Cordelia hung up before her momma could finish her sentence. Her phone jingled again, but this time she sent it to voicemail. There would be hell to pay for that later, but she was already up to her neck in it, so what was a little more fire and brimstone?
“Finally,” Belinda Sue said. “Can we get on with moving this body now?”
Cordelia brought her car around. It took considerably more effort to lift the pastor’s body into the trunk. They ended up doing it in sections. Left side, then right. The upper half of his body, followed by the lower half.
Belinda Sue tilted her head. “We can’t drive into town with his feet sticking out like that. We’re gonna have to fold him up some.”
“Ew.” Daisy flapped her hands. “I can’t do this. I can’t.”
Arline spit and cracked her knuckles. Shoving Belinda Sue out of her way, she bent the pastor’s knees and shoved them up against his chest. “There. Done.”
Belinda Sue patted Arline’s back. “I do believe this is the most I’ve heard you speak in a single night in near thirty years.”
Arline grunted in response.
Cordelia opened her driver’s-side door. “Where should we take him?”
“We can’t drop him off at home,” Daisy said. “Stella won’t need that kind of trouble. She’s about to have enough on her plate.”
“We’ll take him to the church,” Belinda Sue said, her lips pressed into a firm line.
A sick feeling churned Cordelia’s gut. She didn’t know what the afterlife held, but planting the pastor in the church probably wasn’t scoring her any points in the game of eternity. “Is it appropriate to bring a dead body there?”
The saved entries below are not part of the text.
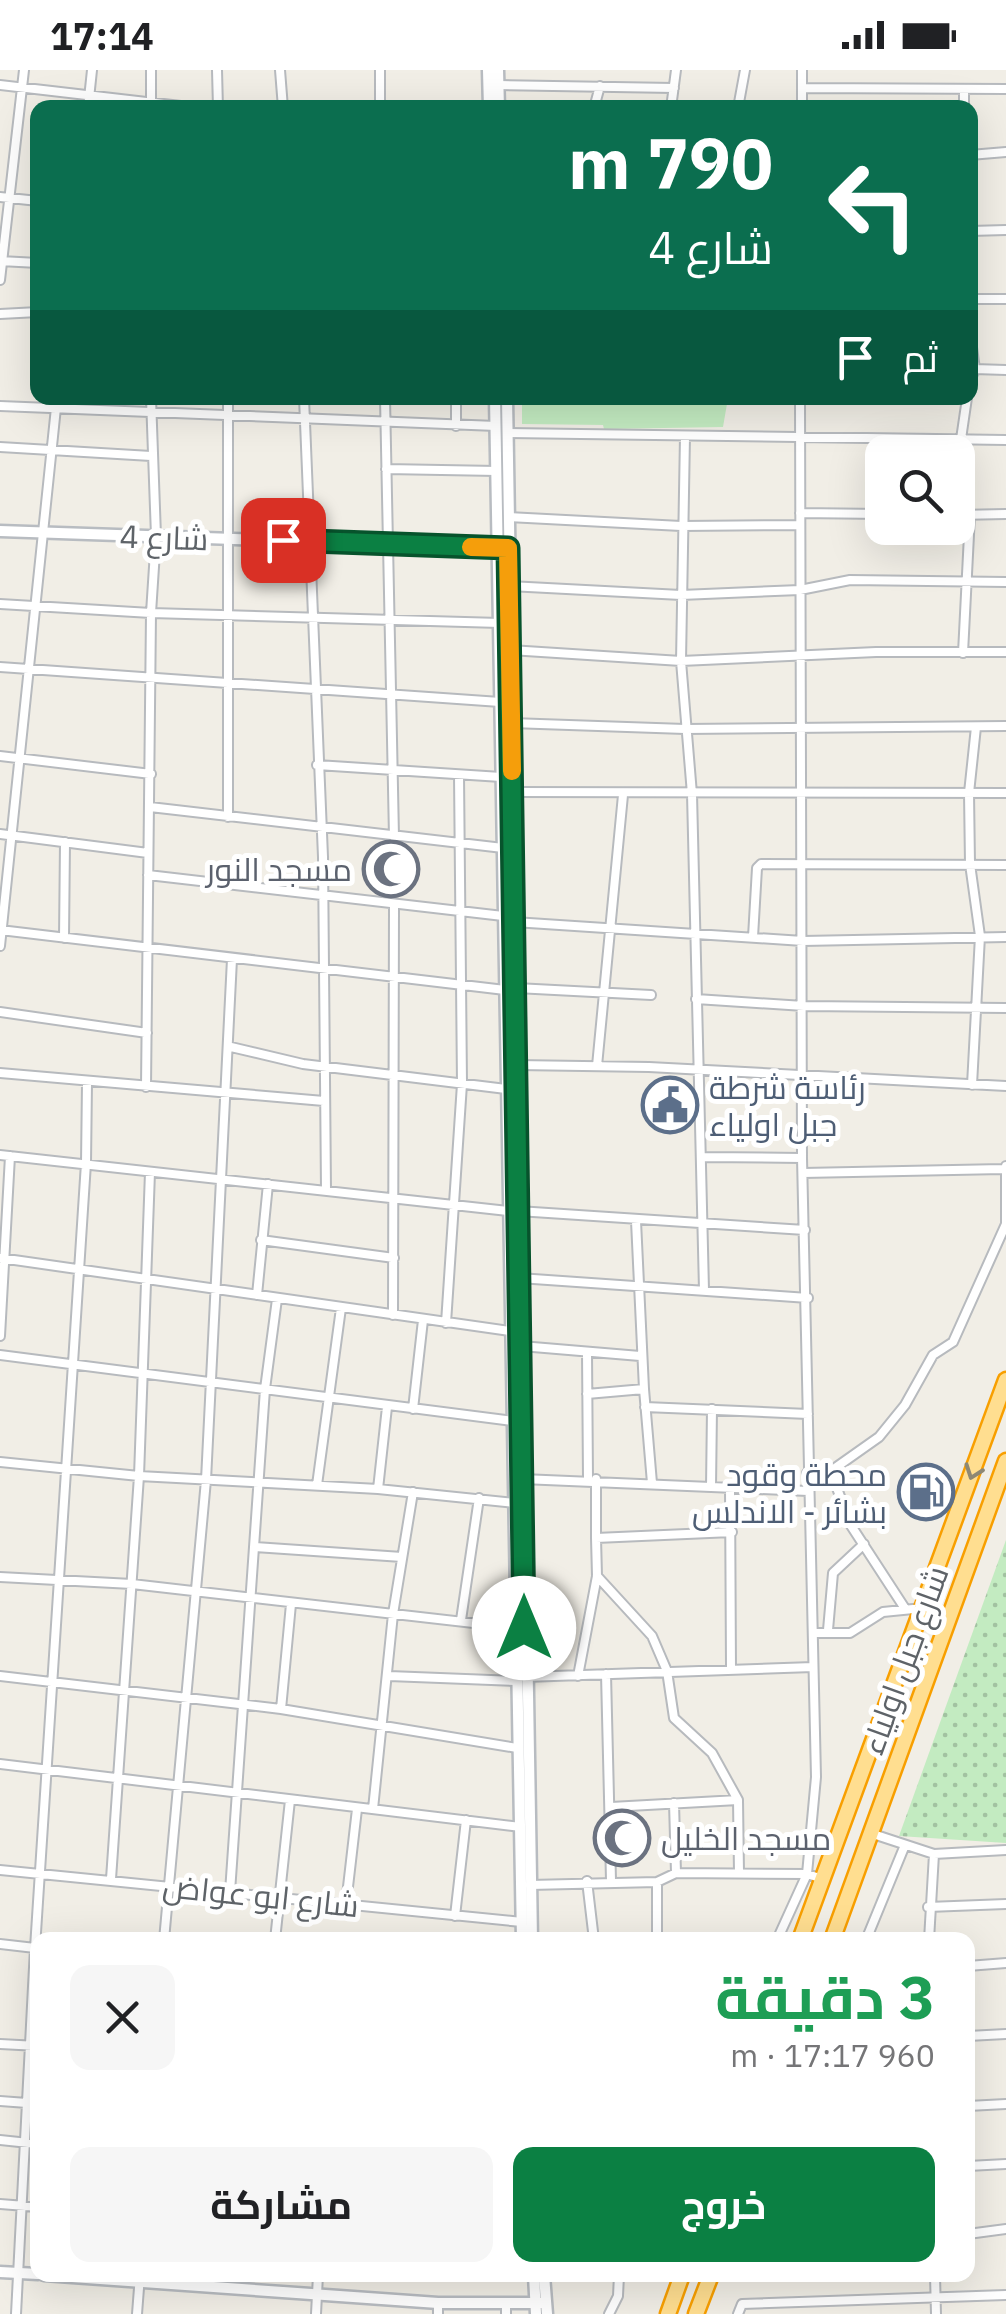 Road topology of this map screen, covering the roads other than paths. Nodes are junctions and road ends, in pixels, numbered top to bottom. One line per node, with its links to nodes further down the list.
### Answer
1 (24, 70): 15 (street)
2 (92, 70): 20 (street)
3 (152, 70): 23 (street)
4 (217, 70): 24 (street)
5 (280, 70): 25 (street)
6 (380, 70): 26 (street)
7 (488, 70): 27 (street)
8 (498, 70): 12 (street)
9 (676, 70): 16 (street)
10 (744, 70): 31 (street)
11 (802, 70): 17 (street)
12 (498, 85): 14 (street); 28 (street)
13 (0, 86): 15 (street)
14 (600, 86): 16 (street); 29 (street)
15 (21, 87): 20 (street); 36 (street)
16 (674, 88): 30 (street)
17 (802, 88): 19 (street); 32 (street)
18 (1006, 89): 19 (street)
19 (964, 90): 33 (street)
20 (90, 95): 21 (street); 22 (street)
21 (89, 100)
22 (124, 100)
23 (152, 100)
24 (218, 100)
25 (282, 100)
26 (380, 100)
27 (489, 100)
28 (499, 100)
29 (596, 100)
30 (672, 100)
31 (739, 100)
32 (802, 100)
33 (964, 100)
34 (1006, 152): 35 (street)
35 (978, 155)
36 (4, 197): 37 (street); 40 (street)
37 (30, 199)
38 (1006, 230): 39 (street)
39 (978, 231)
40 (1, 261): 41 (street); 42 (street)
41 (30, 263)
42 (0, 280)
43 (978, 299): 44 (street)
44 (1006, 299)
45 (30, 312): 46 (street)
46 (0, 314)
47 (978, 369): 48 (street)
48 (1006, 370)
49 (30, 404): 61 (street)
50 (56, 405): 76 (street)
51 (84, 405): 62 (street)
52 (150, 405): 62 (street)
53 (228, 405): 63 (street)
54 (305, 405): 64 (street)
55 (386, 405): 65 (street)
56 (456, 405): 66 (street)
57 (496, 405): 67 (street)
58 (507, 405): 68 (street)
59 (800, 405): 72 (street)
60 (967, 405): 69 (street)
61 (0, 406)
62 (151, 412): 63 (street); 77 (street)
63 (229, 416): 64 (street); 90 (street)
64 (306, 418): 65 (street); 91 (street)
65 (386, 422): 66 (street); 78 (street)
66 (456, 426): 67 (street)
67 (496, 426): 79 (street)
68 (508, 432): 70 (street); 84 (street)
69 (962, 435)
70 (685, 436): 72 (street); 85 (street)
71 (975, 439): 74 (street)
72 (800, 440): 73 (street); 80 (street)
73 (865, 440)
74 (1006, 440)
75 (0, 446): 76 (street)
76 (51, 448): 77 (street); 88 (street)
77 (151, 456): 89 (street)
78 (386, 468): 79 (street); 92 (street)
79 (497, 471): 94 (street)
80 (800, 513): 81 (street); 86 (street)
81 (865, 514)
82 (1006, 514): 83 (street)
83 (975, 515)
84 (508, 517): 85 (street); 94 (street)
85 (681, 526): 86 (street); 99 (street)
86 (800, 526): 98 (street)
87 (0, 532): 88 (street, شارع 4)
88 (42, 532): 89 (street, شارع 4); 101 (street)
89 (156, 536): 90 (street, شارع 4); 102 (street)
90 (226, 540): 91 (street, شارع 4); 103 (street)
91 (312, 541): 92 (street, شارع 4); 104 (street)
92 (387, 543): 94 (street, شارع 4); 105 (street)
93 (969, 545): 96 (street)
94 (503, 548): 97 (street); 106 (street)
95 (1006, 582): 96 (street)
96 (968, 583): 98 (street); 109 (street)
97 (509, 586): 99 (street); 107 (street)
98 (800, 590): 99 (street); 110 (street)
99 (682, 595): 111 (street)
100 (0, 604): 101 (street)
101 (33, 607): 102 (street); 113 (street)
102 (150, 613): 103 (street); 114 (street)
103 (227, 616): 104 (street); 115 (street)
104 (312, 618): 105 (street); 116 (street)
105 (388, 620): 106 (street); 117 (street)
106 (500, 623): 118 (street)
107 (510, 650): 111 (street); 119 (street)
108 (1006, 652): 109 (street)
109 (963, 653): 110 (street)
110 (800, 658): 111 (street); 120 (street)
111 (681, 661): 123 (street)
112 (0, 667): 113 (street)
113 (28, 668): 114 (street); 125 (street)
114 (153, 680): 115 (street); 128 (street)
115 (227, 686): 116 (street); 138 (street)
116 (314, 690): 117 (street); 126 (street)
117 (389, 696): 118 (street); 127 (street)
118 (500, 702): 130 (street)
119 (511, 723): 123 (street); 131 (street)
120 (801, 726): 122 (street); 123 (street); 136 (street)
121 (1006, 726): 122 (street)
122 (976, 727): 132 (street)
123 (684, 729): 134 (street)
124 (0, 756): 125 (street)
125 (20, 758): 128 (street); 141 (street)
126 (317, 765): 127 (street); 139 (street)
127 (392, 770): 129 (street); 142 (street)
128 (151, 774): 137 (street)
129 (459, 775): 130 (street); 144 (street)
130 (501, 777): 145 (street)
131 (512, 792): 135 (street); 154 (street)
132 (969, 793): 133 (street); 136 (street); 147 (street)
133 (1006, 793)
134 (692, 794): 135 (street); 136 (street); 157 (street)
135 (623, 795): 155 (street)
136 (802, 796): 149 (street)
137 (150, 807): 138 (street); 146 (street)
138 (228, 817): 139 (street)
139 (320, 829): 142 (street); 151 (street)
140 (0, 834): 141 (street)
141 (12, 836): 143 (street); 156 (street)
142 (394, 837): 144 (street)
143 (65, 842): 146 (street); 161 (street)
144 (459, 843): 145 (street); 153 (street)
145 (503, 848): 154 (street)
146 (148, 853): 150 (street)
147 (970, 864): 148 (street); 149 (street); 158 (street)
148 (1006, 864)
149 (803, 865): 159 (street); 162 (street)
150 (148, 875): 151 (street); 164 (street)
151 (323, 898): 152 (street); 166 (street)
152 (394, 906): 153 (street); 167 (street)
153 (458, 912): 154 (street); 168 (street)
154 (509, 919): 155 (street); 169 (street)
155 (610, 927): 157 (street); 170 (street)
156 (0, 930): 161 (street); 163 (street)
157 (694, 933): 159 (street); 172 (street)
158 (980, 936): 160 (street); 162 (street); 175 (street)
159 (753, 937): 162 (street)
160 (1006, 937)
161 (64, 938): 164 (street)
162 (803, 941): 173 (street)
163 (0, 946)
164 (146, 948): 165 (street); 177 (street)
165 (232, 959): 166 (street); 178 (street)
166 (323, 969): 167 (street); 179 (street)
167 (394, 976): 168 (street); 184 (street)
168 (460, 984): 169 (street); 187 (street)
169 (510, 989): 170 (street); 180 (street); 191 (street)
170 (604, 993): 171 (street); 181 (street)
171 (652, 995)
172 (696, 998): 173 (street); 182 (street)
173 (804, 1006): 175 (street); 185 (street)
174 (1006, 1008): 175 (street)
175 (976, 1010): 188 (street)
176 (0, 1012): 177 (street)
177 (147, 1033): 190 (street)
178 (231, 1048): 179 (street); 192 (street)
179 (322, 1063): 184 (street); 193 (street)
180 (516, 1065): 181 (street); 206 (street)
181 (597, 1066): 182 (street)
182 (698, 1070): 185 (street); 195 (street)
183 (0, 1073): 186 (street)
184 (394, 1075): 187 (street); 204 (street)
185 (802, 1078): 188 (street); 196 (street)
186 (87, 1083): 190 (street); 197 (street)
187 (462, 1084): 191 (street); 205 (street)
188 (972, 1085): 189 (street)
189 (1006, 1086)
190 (146, 1087): 192 (street)
191 (506, 1089): 206 (street)
192 (228, 1094): 193 (street); 201 (street)
193 (324, 1102): 203 (street)
194 (5, 1155): 197 (street); 211 (street)
195 (702, 1157): 196 (street); 208 (street)
196 (802, 1158): 200 (street)
197 (86, 1163): 199 (street); 213 (street)
198 (1005, 1168): 200 (street); 250 (street)
199 (150, 1172): 201 (street); 215 (street)
200 (803, 1173): 209 (street)
201 (222, 1178): 202 (street); 217 (street)
202 (268, 1184): 203 (street); 210 (street)
203 (326, 1190): 204 (street)
204 (394, 1196): 205 (street); 212 (street)
205 (455, 1204): 206 (street); 225 (street)
206 (513, 1211): 207 (street); 214 (street); 226 (street)
207 (636, 1220): 208 (street); 216 (street)
208 (702, 1224): 209 (street); 218 (street)
209 (805, 1230): 220 (street)
210 (262, 1240): 212 (street); 219 (street)
211 (2, 1258): 213 (street); 227 (street)
212 (394, 1258): 223 (street)
213 (80, 1270): 215 (street); 232 (street)
214 (519, 1278): 216 (street); 228 (street)
215 (148, 1280): 217 (street); 233 (street)
216 (637, 1288): 218 (street); 231 (street)
217 (218, 1289): 219 (street); 234 (street)
218 (704, 1290): 220 (street)
219 (257, 1296): 221 (street)
220 (808, 1298): 244 (street)
221 (277, 1299): 222 (street); 236 (street)
222 (341, 1308): 223 (street); 239 (street)
223 (393, 1315): 224 (street)
224 (424, 1320): 225 (street); 242 (street)
225 (446, 1323): 226 (street)
226 (510, 1331): 245 (street)
227 (0, 1336)
228 (521, 1346): 229 (street); 252 (street)
229 (587, 1354): 231 (street); 238 (street)
230 (0, 1355): 232 (street)
231 (640, 1356): 237 (street)
232 (73, 1364): 233 (street); 248 (street)
233 (141, 1373): 234 (street); 251 (street)
234 (208, 1380): 236 (street); 254 (street)
235 (1006, 1380): 278 (highway, شارع جبل اولياء, one-way to 278)
236 (265, 1389): 239 (street); 255 (street)
237 (644, 1389): 238 (street); 241 (street)
238 (586, 1394): 253 (street)
239 (330, 1398): 240 (street); 257 (street)
240 (387, 1406): 242 (street); 260 (street)
241 (645, 1406): 243 (street); 256 (street)
242 (413, 1409): 245 (street)
243 (712, 1409): 244 (street); 258 (street)
244 (808, 1414): 249 (street)
245 (513, 1421): 264 (street)
246 (0, 1462): 248 (street)
247 (1006, 1462): 285 (highway, شارع جبل اولياء)
248 (66, 1469): 251 (street); 272 (street)
249 (807, 1473): 250 (street); 261 (street)
250 (828, 1473): 267 (street)
251 (140, 1476): 254 (street); 273 (street)
252 (522, 1479): 253 (street); 294 (street)
253 (592, 1479): 256 (street); 266 (street)
254 (206, 1480): 255 (street); 274 (street)
255 (260, 1482): 257 (street); 268 (street)
256 (652, 1483): 258 (street)
257 (317, 1486): 260 (street)
258 (711, 1487): 259 (street)
259 (730, 1488): 261 (street); 265 (street)
260 (378, 1489): 262 (street)
261 (808, 1491): 283 (street)
262 (412, 1492): 263 (street); 269 (street)
263 (479, 1498): 264 (street); 280 (street)
264 (514, 1504): 281 (street)
265 (732, 1532): 266 (street); 287 (street)
266 (596, 1538): 270 (street)
267 (864, 1544): 277 (street); 282 (street)
268 (254, 1547): 269 (street); 275 (street)
269 (402, 1557): 279 (street)
270 (597, 1576): 289 (street); 293 (street)
271 (0, 1578): 272 (street)
272 (58, 1581): 273 (street); 295 (street)
273 (132, 1584): 274 (street); 297 (street)
274 (198, 1592): 275 (street); 298 (street)
275 (250, 1599): 276 (street); 299 (street)
276 (291, 1604): 279 (street); 300 (street)
277 (904, 1607): 278 (street); 282 (street)
278 (923, 1608): 284 (highway, شارع جبل اولياء)
279 (394, 1614): 280 (street); 292 (street)
280 (461, 1620): 281 (street)
281 (516, 1628): 294 (street)
282 (828, 1630): 283 (street)
283 (813, 1632): 286 (street)
284 (914, 1632): 285 (highway); 288 (highway, شارع جبل اولياء)
285 (936, 1656): 296 (highway, شارع جبل اولياء)
286 (813, 1667): 287 (street); 324 (street)
287 (731, 1668): 289 (street)
288 (900, 1669): 296 (highway); 326 (highway, شارع جبل اولياء)
289 (667, 1672): 290 (street); 309 (street)
290 (606, 1674): 293 (street); 311 (street)
291 (0, 1676): 295 (street)
292 (389, 1676): 294 (street); 301 (street)
293 (578, 1676): 294 (street)
294 (521, 1679): 302 (street); 315 (street)
295 (52, 1680): 297 (street); 304 (street)
296 (923, 1688): 316 (highway, شارع جبل اولياء)
297 (125, 1689): 298 (street); 305 (street)
298 (186, 1696): 299 (street); 306 (street)
299 (244, 1704): 300 (street); 307 (street)
300 (281, 1708): 301 (street)
301 (384, 1725): 302 (street); 313 (street)
302 (517, 1748): 315 (street)
303 (0, 1764): 304 (street)
304 (47, 1770): 305 (street); 323 (street)
305 (118, 1778): 306 (street); 325 (street)
306 (178, 1785): 307 (street); 331 (street)
307 (238, 1792): 308 (street); 332 (street)
308 (290, 1800): 312 (street); 333 (street)
309 (738, 1800): 310 (street); 322 (street)
310 (674, 1803): 311 (street); 321 (street)
311 (611, 1807): 327 (street)
312 (357, 1809): 313 (street); 334 (street)
313 (373, 1809): 314 (street)
314 (466, 1820): 315 (street); 337 (street)
315 (523, 1828): 330 (street); 338 (street)
316 (870, 1833): 317 (street); 348 (highway, شارع جبل اولياء)
317 (905, 1844): 319 (street); 349 (street)
318 (1006, 1850): 319 (street)
319 (934, 1854): 336 (street)
320 (0, 1870): 323 (street, شارع ابو عواض)
321 (676, 1873): 322 (street); 329 (street)
322 (738, 1873): 324 (street)
323 (42, 1874): 325 (street, شارع ابو عواض); 339 (street)
324 (806, 1874): 326 (street); 346 (street)
325 (111, 1879): 331 (street, شارع ابو عواض)
326 (823, 1879): 347 (highway, شارع جبل اولياء)
327 (611, 1880): 328 (street); 329 (street)
328 (587, 1881): 330 (street); 344 (street)
329 (657, 1882): 345 (street)
330 (530, 1884): 343 (street)
331 (168, 1886): 332 (street, شارع ابو عواض); 340 (street)
332 (230, 1892): 333 (street, شارع ابو عواض)
333 (280, 1897): 334 (street, شارع ابو عواض); 341 (street)
334 (346, 1904): 337 (street, شارع ابو عواض)
335 (1006, 1904): 336 (street)
336 (928, 1907): 350 (street)
337 (455, 1916): 338 (street, شارع ابو عواض)
338 (522, 1922): 342 (street)
339 (37, 1932)
340 (165, 1932)
341 (276, 1932)
342 (522, 1932)
343 (532, 1932)
344 (593, 1932)
345 (656, 1932)
346 (781, 1932)
347 (803, 1932)
348 (835, 1932)
349 (869, 1932)
350 (928, 1932)
351 (0, 1944): 352 (street)
352 (30, 1947)
353 (1006, 1964): 354 (street)
354 (975, 1966)
355 (1006, 2034): 356 (street)
356 (975, 2036)
357 (0, 2044): 358 (street)
358 (30, 2046)
359 (30, 2084): 361 (street)
360 (0, 2101): 361 (street)
361 (28, 2103): 365 (street)
362 (1006, 2104): 363 (street)
363 (975, 2106)
364 (0, 2140): 365 (street)
365 (25, 2143): 366 (street); 370 (street)
366 (30, 2143)
367 (1006, 2164): 368 (street)
368 (975, 2166)
369 (0, 2204): 370 (street)
370 (23, 2206): 371 (street); 375 (street)
371 (30, 2206)
372 (1006, 2230): 373 (street)
373 (975, 2233)
374 (0, 2272): 375 (street)
375 (18, 2273): 376 (street); 393 (street)
376 (30, 2274)
377 (140, 2282): 394 (street)
378 (171, 2282): 387 (street)
379 (317, 2282): 387 (street)
380 (535, 2282): 392 (street)
381 (543, 2282): 392 (street)
382 (619, 2282): 397 (street)
383 (679, 2282): 398 (highway)
384 (707, 2282): 399 (highway)
385 (935, 2282): 388 (street)
386 (1006, 2295): 388 (street)
387 (316, 2296): 389 (street); 395 (street)
388 (936, 2298): 400 (street); 401 (street)
389 (385, 2300): 390 (street); 396 (street)
390 (438, 2309): 391 (street)
391 (506, 2309): 392 (street)
392 (541, 2309)
393 (16, 2314)
394 (137, 2314)
395 (316, 2314)
396 (384, 2314)
397 (609, 2314)
398 (668, 2314)
399 (696, 2314)
400 (738, 2314)
401 (936, 2314)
“Of course it is,” Belinda Sue said. “Where do you think they hold funerals?”
Cordelia found she couldn’t argue with that logic.
Belinda Sue used to skin jackrabbits, so she wasn’t as squeamish as the rest of them. She fished the pastor’s keys out of his pocket and started up his car without issue. The old Cadillac roared to life, and a small smile touched Belinda Sue’s stern face as she ran her hand over the buttery leather seat. Arline jumped into the pastor’s car with her and the two of them donned sunglasses like they’d just landed starring roles in a Miami crime drama.
Daisy opted to ride with Cordelia and remained mostly quiet, a worrying change for her, as they drove into town. They had a good ten-mile stretch of dirt road, and the only light came from the vast field of stars overhead. Halfway to the gas station that marked the outskirts of Sarsaparilla Falls, Cordelia could’ve sworn she saw the pinprick of headlights in the distance, but it was just a blink, then it was gone. Must’ve been a trick of the open sky.
It was right after midnight when dirt turned to tar, but it might as well have been three in the morning. Shadows stretched across the sidewalks and the ding of a tin can rolling down the street sounded loud as bullets against the otherwise quiet night. They passed a bar with five cars and a motorcycle out front. The neon sign for the Harbor Bar still had the same letters burned out as when she was a kid. The locals probably still called it the Orb.